8. Dunkin' Ham & Swiss Pretzel Sliders (2.7/5)
These sliders arrived too soft, too sweet, and too confused about their own identity. The King's Hawaiian pretzel buns overpowered everything else, while the honey mustard got lost in translation. The result was a mushy disappointment that satisfied neither lunch cravings nor pretzel expectations.
Multiple Reddit threads dedicated to hating these exist, which is almost an achievement in itself. Creating food so memorably bad that strangers unite online to complain about it takes a special kind of failure.
9. Panera Croissant Toast Sandwiches (2.8/5)

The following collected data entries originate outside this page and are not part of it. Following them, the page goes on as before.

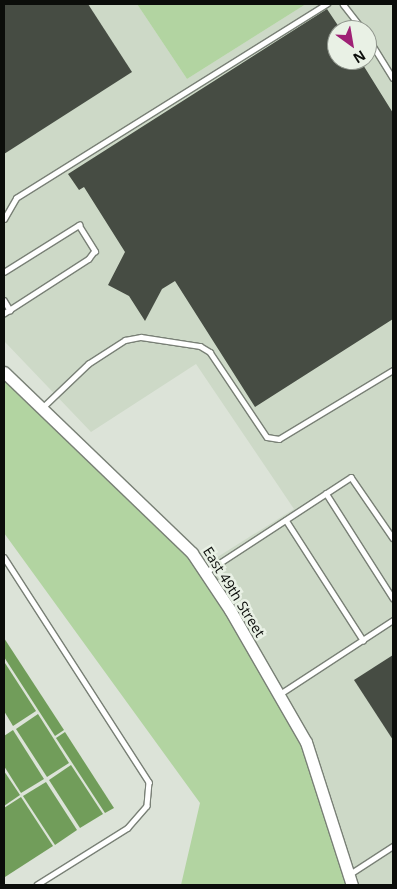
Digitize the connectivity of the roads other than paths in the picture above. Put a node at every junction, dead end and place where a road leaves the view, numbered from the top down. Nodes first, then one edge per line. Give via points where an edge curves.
1 (327, 4) edge
2 (343, 4) edge
3 (355, 20) edge
4 (377, 52) edge
5 (393, 78) edge
6 (4, 219) edge
7 (4, 272) edge
8 (4, 300) edge
9 (10, 310) junction
10 (4, 314) edge
11 (393, 370) edge
12 (4, 372) edge
13 (42, 408) junction
14 (326, 493) junction
15 (286, 520) junction
16 (393, 538) edge
17 (4, 557) edge
18 (205, 572) junction
19 (393, 598) edge
20 (393, 620) edge
21 (363, 640) junction
22 (279, 695) junction
23 (393, 846) edge
24 (350, 880) edge
25 (37, 885) edge

1 - 6 lane via 16,198
2 - 3 lane
4 - 5 lane
7 - 9 lane via 79,225 95,250 89,260
8 - 9 lane
9 - 10 lane
11 - 13 lane via 279,439 267,437 210,352 200,346 142,337 125,340 88,364
12 - 13 street, East 49th Street
13 - 18 street, East 49th Street via 192,553
14 - 15 lane
14 - 16 lane via 354,478
14 - 19 lane
15 - 18 lane
15 - 21 lane
17 - 25 lane via 149,782 147,806 128,828
18 - 22 street, East 49th Street
20 - 21 lane
21 - 22 lane
22 - 24 street, East 49th Street via 306,742
23 - 24 lane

Panera took the croissant—a buttery, flaky masterpiece of French engineering—and somehow made it dry. This is like taking champagne and removing the bubbles, then wondering why people aren't celebrating.
The croque monsieur version had all the right ingredients except for moisture, creating a sandwich that required aggressive beverage pairing just to consume. When customers can't substitute the bread because it's too terrible to eat, you've created a menu item that argues against its own existence.
10/ McDonald's Bagel Sandwich (2.9/5)
Calling this thing a bagel is like calling a Hot Pocket authentic Italian cuisine. It's tiny, gummy, and lacks every quality that makes an actual bagel worth eating.
The chain already dominates breakfast with McMuffins, biscuits, and McGriddles. Adding a subpar bagel to this lineup is like the Yankees deciding they need a cricket team. Sure, they could probably field one, but why would they want to?